### What is being asked
I'd like every line from the material below that has "numbered" in it.

### Data extract
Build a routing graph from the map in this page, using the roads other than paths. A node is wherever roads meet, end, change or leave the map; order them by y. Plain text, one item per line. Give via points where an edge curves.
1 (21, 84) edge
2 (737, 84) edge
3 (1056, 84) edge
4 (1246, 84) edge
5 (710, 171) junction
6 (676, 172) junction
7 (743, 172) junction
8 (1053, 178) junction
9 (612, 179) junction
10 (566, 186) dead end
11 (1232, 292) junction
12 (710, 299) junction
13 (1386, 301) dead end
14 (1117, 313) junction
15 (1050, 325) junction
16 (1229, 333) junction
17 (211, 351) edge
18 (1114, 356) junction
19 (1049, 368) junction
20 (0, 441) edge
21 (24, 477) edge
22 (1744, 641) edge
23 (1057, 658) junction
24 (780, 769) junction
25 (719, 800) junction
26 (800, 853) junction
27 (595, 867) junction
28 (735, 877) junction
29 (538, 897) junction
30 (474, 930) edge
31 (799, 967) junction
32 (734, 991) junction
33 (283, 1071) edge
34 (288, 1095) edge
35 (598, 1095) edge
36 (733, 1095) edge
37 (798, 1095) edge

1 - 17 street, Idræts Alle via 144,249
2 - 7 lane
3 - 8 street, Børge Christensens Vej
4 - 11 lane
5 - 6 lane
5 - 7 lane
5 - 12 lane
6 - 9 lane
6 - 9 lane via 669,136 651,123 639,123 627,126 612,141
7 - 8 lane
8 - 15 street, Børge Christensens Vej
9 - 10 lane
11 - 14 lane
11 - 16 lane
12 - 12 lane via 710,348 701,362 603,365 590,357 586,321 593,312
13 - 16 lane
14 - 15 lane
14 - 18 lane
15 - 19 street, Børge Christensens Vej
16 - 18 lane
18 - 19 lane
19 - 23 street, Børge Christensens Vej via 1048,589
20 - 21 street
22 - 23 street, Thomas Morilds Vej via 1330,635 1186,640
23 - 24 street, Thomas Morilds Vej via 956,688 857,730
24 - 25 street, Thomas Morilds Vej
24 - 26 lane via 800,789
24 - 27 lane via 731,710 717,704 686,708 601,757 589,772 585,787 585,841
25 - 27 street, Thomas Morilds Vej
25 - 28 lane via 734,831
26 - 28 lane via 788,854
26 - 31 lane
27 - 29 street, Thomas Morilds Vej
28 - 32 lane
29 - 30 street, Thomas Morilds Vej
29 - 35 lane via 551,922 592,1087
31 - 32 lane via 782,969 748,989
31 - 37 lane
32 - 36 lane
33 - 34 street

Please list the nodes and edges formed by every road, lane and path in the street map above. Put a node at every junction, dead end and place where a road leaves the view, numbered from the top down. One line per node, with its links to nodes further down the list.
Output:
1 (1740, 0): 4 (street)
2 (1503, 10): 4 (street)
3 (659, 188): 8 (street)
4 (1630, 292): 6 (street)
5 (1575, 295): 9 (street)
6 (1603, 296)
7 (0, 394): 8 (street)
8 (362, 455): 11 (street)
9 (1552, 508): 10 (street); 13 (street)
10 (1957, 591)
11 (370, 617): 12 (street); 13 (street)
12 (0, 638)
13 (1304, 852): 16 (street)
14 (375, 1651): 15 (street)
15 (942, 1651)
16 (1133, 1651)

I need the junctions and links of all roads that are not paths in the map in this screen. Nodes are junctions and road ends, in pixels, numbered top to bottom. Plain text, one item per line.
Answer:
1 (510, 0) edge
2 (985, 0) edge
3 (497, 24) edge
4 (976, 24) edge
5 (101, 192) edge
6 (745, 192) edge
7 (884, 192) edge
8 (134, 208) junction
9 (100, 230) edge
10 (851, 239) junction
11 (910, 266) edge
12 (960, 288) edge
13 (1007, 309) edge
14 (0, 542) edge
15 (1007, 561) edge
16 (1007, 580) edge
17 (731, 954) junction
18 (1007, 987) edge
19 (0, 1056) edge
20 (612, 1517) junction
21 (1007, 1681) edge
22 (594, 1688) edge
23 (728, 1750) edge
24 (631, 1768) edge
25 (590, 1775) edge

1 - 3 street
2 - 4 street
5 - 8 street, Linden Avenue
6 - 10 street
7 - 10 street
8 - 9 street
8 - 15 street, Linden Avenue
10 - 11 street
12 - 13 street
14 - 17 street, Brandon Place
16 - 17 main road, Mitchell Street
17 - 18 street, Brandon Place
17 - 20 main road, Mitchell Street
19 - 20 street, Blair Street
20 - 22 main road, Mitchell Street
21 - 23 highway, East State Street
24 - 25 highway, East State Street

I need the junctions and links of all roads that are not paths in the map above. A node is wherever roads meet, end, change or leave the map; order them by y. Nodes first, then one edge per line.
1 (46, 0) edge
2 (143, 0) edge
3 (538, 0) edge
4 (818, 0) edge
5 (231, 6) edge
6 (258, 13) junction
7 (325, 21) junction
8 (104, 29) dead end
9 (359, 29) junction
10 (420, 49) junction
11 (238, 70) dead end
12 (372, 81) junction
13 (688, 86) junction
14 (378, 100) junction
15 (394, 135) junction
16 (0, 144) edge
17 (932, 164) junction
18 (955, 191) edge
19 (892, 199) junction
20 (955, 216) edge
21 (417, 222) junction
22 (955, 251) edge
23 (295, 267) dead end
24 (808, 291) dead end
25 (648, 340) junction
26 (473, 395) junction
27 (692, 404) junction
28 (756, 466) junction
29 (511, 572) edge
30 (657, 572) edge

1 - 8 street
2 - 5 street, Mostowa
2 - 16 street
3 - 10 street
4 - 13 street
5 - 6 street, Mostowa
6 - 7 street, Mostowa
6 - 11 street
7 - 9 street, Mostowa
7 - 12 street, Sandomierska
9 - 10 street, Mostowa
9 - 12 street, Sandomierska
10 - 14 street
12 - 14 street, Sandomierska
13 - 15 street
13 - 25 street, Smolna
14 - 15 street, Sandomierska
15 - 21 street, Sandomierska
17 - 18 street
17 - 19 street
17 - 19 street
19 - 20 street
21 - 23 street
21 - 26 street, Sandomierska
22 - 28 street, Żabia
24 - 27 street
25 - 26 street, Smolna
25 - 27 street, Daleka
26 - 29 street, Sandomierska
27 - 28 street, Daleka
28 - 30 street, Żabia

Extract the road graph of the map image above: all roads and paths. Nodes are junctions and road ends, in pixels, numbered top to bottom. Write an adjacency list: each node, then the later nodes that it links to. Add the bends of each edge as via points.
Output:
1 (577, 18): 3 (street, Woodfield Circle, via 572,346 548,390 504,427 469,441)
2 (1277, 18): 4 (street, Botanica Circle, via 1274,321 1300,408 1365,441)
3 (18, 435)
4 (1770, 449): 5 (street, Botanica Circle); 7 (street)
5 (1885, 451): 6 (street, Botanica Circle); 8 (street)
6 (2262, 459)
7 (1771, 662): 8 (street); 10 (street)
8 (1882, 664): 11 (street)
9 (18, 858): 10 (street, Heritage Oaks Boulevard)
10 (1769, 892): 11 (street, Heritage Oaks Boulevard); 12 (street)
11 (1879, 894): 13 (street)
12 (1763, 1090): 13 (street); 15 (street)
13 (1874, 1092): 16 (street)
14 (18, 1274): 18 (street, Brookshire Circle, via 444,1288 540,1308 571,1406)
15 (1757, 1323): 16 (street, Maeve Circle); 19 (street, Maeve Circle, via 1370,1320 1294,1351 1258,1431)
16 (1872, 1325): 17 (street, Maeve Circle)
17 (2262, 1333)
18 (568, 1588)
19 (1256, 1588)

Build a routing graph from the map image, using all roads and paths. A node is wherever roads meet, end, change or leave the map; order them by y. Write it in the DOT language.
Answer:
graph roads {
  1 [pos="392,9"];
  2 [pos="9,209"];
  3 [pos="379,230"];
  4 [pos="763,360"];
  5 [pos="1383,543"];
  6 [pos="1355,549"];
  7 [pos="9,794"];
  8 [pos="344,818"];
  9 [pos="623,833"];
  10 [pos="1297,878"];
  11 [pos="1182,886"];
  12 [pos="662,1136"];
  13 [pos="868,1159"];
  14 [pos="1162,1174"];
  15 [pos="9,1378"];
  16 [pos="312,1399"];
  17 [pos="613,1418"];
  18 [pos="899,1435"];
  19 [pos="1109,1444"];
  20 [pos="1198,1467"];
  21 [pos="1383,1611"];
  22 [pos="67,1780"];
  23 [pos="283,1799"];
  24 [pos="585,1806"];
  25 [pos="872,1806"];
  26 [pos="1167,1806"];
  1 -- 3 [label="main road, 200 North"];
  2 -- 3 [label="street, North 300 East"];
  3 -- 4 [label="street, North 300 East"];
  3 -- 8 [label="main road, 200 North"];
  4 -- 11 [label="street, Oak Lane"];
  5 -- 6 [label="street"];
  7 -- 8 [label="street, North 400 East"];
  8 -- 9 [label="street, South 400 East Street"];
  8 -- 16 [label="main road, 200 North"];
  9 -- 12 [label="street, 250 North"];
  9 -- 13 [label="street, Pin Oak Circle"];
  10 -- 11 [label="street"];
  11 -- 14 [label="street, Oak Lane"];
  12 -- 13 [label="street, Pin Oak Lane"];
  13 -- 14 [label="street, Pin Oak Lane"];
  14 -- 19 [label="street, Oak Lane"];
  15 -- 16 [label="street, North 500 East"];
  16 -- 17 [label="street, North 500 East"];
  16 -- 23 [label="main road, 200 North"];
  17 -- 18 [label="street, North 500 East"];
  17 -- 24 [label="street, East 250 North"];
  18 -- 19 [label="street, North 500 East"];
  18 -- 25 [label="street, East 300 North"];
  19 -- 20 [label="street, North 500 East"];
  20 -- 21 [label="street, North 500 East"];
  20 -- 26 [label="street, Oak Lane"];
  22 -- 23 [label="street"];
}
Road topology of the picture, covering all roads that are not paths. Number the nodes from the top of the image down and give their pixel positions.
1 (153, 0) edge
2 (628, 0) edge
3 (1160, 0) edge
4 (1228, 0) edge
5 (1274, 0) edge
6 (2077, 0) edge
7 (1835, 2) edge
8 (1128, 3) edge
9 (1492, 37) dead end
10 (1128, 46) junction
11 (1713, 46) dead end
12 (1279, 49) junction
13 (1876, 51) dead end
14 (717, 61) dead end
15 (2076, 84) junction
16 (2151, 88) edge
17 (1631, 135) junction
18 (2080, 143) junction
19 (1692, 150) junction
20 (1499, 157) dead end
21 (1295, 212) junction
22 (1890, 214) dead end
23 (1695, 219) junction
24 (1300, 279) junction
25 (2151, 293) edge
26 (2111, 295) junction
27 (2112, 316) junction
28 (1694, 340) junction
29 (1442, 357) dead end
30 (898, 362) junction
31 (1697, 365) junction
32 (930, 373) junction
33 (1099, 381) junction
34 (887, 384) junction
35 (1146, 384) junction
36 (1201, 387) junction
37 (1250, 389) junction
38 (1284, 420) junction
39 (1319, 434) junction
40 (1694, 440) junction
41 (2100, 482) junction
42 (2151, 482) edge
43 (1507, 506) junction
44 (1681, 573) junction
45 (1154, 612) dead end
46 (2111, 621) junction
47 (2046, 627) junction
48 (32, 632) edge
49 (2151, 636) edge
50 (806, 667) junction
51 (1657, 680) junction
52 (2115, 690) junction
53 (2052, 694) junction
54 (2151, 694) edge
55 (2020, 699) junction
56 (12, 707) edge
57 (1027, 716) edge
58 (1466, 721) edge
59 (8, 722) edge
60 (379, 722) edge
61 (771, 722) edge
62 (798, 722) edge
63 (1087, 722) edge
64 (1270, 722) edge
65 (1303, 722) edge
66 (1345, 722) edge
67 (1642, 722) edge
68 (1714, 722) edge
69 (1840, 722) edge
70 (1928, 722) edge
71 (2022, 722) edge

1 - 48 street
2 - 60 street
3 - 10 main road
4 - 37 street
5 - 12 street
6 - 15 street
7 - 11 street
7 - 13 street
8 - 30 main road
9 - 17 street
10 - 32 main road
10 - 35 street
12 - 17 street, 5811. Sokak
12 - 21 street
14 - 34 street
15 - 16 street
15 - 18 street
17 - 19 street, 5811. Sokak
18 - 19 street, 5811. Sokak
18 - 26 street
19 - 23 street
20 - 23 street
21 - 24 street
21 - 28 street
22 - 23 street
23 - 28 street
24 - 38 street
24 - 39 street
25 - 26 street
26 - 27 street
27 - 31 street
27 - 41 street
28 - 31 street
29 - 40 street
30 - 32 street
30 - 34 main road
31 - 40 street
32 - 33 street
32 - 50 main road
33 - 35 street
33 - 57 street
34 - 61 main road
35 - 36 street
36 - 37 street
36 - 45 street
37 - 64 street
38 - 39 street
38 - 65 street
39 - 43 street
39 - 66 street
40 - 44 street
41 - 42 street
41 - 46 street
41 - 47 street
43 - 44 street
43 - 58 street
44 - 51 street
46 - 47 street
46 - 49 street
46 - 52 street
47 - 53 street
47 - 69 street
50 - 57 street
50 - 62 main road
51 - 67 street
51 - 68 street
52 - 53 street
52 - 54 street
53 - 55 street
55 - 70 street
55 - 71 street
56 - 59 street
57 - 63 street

### Expected answer
Please list the nodes and edges formed by every road, lane and path in the street map above. Put a node at every junction, dead end and place where a road leaves the view, numbered from the top down. One line per node, with its links to nodes further down the list.
I need the junctions and links of all roads that are not paths in the map in this screen. Nodes are junctions and road ends, in pixels, numbered top to bottom. Plain text, one item per line.
Extract the road graph of the map image above: all roads and paths. Nodes are junctions and road ends, in pixels, numbered top to bottom. Write an adjacency list: each node, then the later nodes that it links to. Add the bends of each edge as via points.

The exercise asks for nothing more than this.